Title: | Fast and Provably Good Seedings for k-Means |

This paper extends the work of Bachem et. al. in reducing the running time of the k-means++ procedure. Bachem et. al. suggested sampling points using a Markov process (instead of computing the complete distribution after every iteration and then sampling from this distribution). Since computing the distribution is a costly operation, this technique reduces the running time significantly for very large datasets. However, in order to show that the sampling probabilities is similar to that of the k-means++ procedure, we need to show bounds on the mixing time of the Markov process. This in turn imposes constraints on the datasets on which this technique may be applied. The current paper approaches the problem in a slightly different manner. They try to argue that the Markov process based algorithm works for any dataset if one allows some additive factors in the approximation guarantee. They also argue that in some cases this additive approximation factor does not cause any serious problems. Furthermore, they show that on many real datasets, the additive term is small for reasonable values of parameters. As in Bachem et. al.’s work, the process is significantly faster than the k-means++ seeding procedure.

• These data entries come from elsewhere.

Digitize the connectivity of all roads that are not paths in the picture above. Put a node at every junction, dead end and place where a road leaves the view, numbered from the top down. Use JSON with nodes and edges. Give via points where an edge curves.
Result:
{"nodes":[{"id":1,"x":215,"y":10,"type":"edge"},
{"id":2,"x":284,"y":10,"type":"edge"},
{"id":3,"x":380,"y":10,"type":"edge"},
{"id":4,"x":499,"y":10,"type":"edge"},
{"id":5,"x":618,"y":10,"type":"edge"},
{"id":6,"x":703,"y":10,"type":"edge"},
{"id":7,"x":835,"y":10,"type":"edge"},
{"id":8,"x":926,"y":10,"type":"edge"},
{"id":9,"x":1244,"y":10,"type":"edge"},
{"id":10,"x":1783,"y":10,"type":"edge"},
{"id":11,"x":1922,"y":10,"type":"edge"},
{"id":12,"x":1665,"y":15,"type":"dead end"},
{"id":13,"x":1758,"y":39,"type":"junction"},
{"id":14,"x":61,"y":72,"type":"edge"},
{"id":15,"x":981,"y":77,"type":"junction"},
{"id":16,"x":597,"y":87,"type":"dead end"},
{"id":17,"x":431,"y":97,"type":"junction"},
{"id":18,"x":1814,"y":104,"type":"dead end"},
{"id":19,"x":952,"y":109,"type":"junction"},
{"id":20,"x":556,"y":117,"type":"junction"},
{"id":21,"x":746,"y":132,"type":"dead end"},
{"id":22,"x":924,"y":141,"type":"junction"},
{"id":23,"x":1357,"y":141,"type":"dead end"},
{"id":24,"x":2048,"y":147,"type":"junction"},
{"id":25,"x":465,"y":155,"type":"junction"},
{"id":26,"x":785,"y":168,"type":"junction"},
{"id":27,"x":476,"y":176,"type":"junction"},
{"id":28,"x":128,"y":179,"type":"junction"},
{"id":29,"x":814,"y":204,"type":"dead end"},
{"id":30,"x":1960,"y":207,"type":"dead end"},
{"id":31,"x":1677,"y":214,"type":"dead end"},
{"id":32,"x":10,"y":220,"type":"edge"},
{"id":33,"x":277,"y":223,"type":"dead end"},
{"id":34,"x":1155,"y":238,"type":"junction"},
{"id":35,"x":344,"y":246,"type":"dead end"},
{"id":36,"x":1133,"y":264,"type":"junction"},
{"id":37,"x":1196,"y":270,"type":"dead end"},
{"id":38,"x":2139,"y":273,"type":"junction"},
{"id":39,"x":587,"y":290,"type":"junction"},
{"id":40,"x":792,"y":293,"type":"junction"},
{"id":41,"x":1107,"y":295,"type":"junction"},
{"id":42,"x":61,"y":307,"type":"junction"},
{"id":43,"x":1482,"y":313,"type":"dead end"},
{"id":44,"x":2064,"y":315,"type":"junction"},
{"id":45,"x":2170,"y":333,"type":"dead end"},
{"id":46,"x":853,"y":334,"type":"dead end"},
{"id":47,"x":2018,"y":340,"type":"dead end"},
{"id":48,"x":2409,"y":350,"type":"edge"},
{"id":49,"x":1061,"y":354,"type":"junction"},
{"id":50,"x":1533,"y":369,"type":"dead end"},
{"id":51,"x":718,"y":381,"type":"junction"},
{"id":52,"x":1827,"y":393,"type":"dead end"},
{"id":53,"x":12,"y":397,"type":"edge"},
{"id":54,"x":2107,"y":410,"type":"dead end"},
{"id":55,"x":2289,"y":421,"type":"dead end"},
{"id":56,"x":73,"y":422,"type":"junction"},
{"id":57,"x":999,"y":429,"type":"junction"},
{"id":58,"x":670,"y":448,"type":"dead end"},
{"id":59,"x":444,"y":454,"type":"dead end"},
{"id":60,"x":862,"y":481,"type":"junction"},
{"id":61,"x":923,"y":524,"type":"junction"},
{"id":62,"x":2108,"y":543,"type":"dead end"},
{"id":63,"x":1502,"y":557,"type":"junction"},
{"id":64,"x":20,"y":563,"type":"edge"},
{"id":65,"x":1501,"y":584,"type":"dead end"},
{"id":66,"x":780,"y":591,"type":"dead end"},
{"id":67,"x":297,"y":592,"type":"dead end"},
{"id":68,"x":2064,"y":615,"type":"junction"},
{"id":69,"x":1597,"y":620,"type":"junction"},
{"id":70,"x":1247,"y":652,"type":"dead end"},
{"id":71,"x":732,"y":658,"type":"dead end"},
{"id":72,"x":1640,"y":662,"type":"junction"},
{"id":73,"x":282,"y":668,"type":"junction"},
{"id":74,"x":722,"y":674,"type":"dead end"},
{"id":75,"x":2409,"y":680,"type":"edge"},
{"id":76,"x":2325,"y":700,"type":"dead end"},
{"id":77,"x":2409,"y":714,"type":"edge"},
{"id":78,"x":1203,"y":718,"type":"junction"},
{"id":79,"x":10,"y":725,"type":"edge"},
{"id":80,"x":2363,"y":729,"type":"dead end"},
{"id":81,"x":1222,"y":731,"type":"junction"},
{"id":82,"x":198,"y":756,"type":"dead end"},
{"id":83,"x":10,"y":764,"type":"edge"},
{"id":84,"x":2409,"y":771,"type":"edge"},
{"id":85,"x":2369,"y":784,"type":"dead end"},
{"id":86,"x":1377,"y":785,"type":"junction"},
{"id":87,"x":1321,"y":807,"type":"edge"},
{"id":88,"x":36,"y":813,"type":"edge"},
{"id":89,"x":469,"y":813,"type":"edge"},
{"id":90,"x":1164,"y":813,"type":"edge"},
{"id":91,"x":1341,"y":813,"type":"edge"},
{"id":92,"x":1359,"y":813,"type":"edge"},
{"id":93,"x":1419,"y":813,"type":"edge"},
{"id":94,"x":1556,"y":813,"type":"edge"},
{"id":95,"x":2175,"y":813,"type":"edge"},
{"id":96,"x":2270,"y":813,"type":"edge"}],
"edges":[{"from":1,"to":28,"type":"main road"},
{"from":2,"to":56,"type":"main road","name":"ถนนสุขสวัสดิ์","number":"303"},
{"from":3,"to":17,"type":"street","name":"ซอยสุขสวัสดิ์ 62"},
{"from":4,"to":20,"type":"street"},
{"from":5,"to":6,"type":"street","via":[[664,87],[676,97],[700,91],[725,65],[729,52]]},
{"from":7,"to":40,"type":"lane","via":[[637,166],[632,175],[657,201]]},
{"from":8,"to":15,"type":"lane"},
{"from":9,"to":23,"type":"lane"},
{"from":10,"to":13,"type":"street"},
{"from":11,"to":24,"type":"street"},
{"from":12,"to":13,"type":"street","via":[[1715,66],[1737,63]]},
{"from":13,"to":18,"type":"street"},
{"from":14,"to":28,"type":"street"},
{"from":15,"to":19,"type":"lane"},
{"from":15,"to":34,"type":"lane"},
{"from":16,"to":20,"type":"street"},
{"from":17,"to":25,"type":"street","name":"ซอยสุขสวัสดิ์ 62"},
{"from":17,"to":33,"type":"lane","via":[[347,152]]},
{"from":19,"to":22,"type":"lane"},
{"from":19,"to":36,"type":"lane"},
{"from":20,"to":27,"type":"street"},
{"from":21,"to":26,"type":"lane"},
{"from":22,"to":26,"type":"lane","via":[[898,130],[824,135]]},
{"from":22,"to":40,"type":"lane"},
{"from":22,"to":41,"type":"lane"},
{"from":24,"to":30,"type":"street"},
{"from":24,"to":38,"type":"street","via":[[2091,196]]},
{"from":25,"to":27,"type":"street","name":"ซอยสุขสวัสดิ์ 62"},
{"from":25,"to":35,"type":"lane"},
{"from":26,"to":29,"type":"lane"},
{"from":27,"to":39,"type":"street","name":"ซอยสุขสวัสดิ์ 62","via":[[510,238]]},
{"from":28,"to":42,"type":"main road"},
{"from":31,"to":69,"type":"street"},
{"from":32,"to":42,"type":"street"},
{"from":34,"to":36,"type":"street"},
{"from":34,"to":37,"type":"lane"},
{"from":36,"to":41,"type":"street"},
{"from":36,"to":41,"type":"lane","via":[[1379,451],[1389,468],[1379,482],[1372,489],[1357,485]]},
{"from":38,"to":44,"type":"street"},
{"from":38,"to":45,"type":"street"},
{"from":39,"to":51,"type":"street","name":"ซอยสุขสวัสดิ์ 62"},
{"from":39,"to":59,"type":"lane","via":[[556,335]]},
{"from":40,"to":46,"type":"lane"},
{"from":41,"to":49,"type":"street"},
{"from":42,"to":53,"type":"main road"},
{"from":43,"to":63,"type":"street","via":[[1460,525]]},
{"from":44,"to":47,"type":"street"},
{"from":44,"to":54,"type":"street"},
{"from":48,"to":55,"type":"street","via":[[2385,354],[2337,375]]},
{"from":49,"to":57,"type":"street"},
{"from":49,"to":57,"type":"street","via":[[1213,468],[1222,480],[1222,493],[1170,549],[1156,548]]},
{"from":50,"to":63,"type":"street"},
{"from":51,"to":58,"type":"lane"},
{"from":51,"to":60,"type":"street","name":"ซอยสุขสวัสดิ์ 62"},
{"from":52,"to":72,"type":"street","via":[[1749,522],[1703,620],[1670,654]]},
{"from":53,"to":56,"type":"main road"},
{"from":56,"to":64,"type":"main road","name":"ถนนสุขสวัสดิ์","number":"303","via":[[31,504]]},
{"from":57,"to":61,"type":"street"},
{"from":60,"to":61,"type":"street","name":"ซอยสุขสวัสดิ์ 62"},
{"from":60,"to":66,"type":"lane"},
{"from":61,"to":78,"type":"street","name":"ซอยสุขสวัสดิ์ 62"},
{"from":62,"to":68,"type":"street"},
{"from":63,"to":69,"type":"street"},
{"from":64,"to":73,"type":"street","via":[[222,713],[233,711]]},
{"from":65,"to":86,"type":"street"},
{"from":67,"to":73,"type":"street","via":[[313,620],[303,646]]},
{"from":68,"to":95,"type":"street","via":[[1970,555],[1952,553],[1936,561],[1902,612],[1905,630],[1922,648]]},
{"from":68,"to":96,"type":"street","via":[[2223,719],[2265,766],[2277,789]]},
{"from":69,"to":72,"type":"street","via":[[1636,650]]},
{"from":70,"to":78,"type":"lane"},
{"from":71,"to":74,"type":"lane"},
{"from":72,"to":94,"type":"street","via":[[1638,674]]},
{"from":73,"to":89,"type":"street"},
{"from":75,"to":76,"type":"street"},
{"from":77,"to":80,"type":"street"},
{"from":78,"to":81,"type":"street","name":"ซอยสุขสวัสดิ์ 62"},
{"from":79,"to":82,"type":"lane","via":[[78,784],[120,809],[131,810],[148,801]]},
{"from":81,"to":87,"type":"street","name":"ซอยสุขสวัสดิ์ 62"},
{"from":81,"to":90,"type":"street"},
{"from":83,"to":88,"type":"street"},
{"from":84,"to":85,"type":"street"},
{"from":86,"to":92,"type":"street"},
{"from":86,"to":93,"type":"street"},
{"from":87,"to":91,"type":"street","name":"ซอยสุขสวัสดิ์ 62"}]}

This paper is well written and may be followed and appreciated by non-experts. In my opinion, the results in the paper adds to our knowledge about the k-means++ procedure.

2-Confident (read it all; understood it all reasonably well)

Authors identify a superior proposal distribution for an MCMC-based seeding strategy for k-means. Surprisingly (!), only a single data pass of preprocessing based upon a randomly chosen center is sufficient to define a proposal distribution which has fast convergence for all iterations.

The simplicity and efficacy of this approach suggests it is likely to be the method of choice in the single-node setting. If a kmeans|| style oversampling trick can be applied to loop on line 5 of algorithm 1, then it would be a strong contender in the distributed setting as well. It is unclear in the experimental section if relative errors are reported for just the seeding step, or if Lloyd's algorithm has been applied to refine the solutions. Assuming the former, it is unclear the extent to which the differences in table 2 would persist given even one Lloyd iteration (except, perhaps, wrt random initialization).

2-Confident (read it all; understood it all reasonably well)

The initialization, or seeding of a K-means algorithm, when k-initial cluster centers are assigned, is a crucial step - as the accuracy of the clustering varies greatly with this. The D^2-sampling for seeding is an well-known procedure that provably outperform random clustering. However this algorithm does not scale with the size of the dataset, which is especially disadvantageous for massive datasets (complexity ~ nkd, n data points, k clusters, d dimension). This paper provides an alternative sampling method that has complexity ~ mk^2d (m is a system parameter). The algorithm is a modification of an existing method called k_MC^2, which has the same complexity, but has theoretical guarantee only assuming an random independent model for dataset. While the practical implication for this result may be limited, it is a crucial theoretical step. However this modified algorithm perform even better experimentally.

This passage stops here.